Ian Butler

Personal information
- Date of birth: 1 February 1944 (age 82)
- Place of birth: Darton, England
- Position: Winger

Youth career
- 0000–1960: Rotherham United

Senior career*
- Years: Team / Apps / (Gls)
- 1960–1965: Rotherham United / 102 / (27)
- 1965–1973: Hull City / 305 / (66)
- 1973–1975: York City / 46 / (2)
- 1975–1976: → Barnsley (loan) / 5 / (1)
- Bridlington Town
- Total:  / 453 / (98)

International career
- 1962: England Youth

= Ian Butler (footballer) =

English footballer (born 1944)

Ian Butler (born 1 February 1944 in Darton, Barnsley) is an English former professional footballer who played in the Football League as a left winger for Rotherham United, Hull City, York City and Barnsley.
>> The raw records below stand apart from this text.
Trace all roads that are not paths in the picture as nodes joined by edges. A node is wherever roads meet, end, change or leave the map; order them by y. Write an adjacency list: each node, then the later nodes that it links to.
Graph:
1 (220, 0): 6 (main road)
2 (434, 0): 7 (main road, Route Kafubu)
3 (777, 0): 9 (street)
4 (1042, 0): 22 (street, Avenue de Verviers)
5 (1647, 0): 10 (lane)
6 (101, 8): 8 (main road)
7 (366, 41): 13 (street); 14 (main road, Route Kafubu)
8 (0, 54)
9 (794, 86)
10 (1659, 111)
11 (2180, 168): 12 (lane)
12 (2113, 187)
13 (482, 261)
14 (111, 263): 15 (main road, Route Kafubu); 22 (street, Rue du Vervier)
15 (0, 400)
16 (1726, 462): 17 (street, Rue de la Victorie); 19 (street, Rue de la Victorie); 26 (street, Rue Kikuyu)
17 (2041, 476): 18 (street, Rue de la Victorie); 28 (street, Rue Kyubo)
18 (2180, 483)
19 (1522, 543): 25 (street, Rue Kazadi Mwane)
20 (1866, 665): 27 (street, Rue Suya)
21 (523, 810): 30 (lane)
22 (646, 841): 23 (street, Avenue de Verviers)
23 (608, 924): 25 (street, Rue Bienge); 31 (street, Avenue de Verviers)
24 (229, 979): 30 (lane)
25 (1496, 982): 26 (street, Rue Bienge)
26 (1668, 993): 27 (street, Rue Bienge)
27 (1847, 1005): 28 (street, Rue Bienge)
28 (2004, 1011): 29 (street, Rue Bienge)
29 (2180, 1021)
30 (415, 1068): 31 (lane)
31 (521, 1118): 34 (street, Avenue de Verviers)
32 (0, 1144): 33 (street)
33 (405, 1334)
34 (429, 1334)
His son, Martin Butler, also played for York City.

==Club career==
Butler began his career at Rotherham United where he established himself down the left wing and played alongside players such as Ken Houghton in a highly promising team with a significant number of locally developed players. Together with Houghton, he moved to Hull City during the 1964–65 season, much to the displeasure of Rotherham's fans. He became part of a formidable attacking line including Ray Henderson, Ken Wagstaff and Chris Chilton, whose performances took Hull City to the Third Division title in 1966 and established the side as a Second Division force in the 1960s and 1970s. He finished his League career with York City and a loan spell at Barnsley.

==International career==
He was capped by the England national youth team in 1962.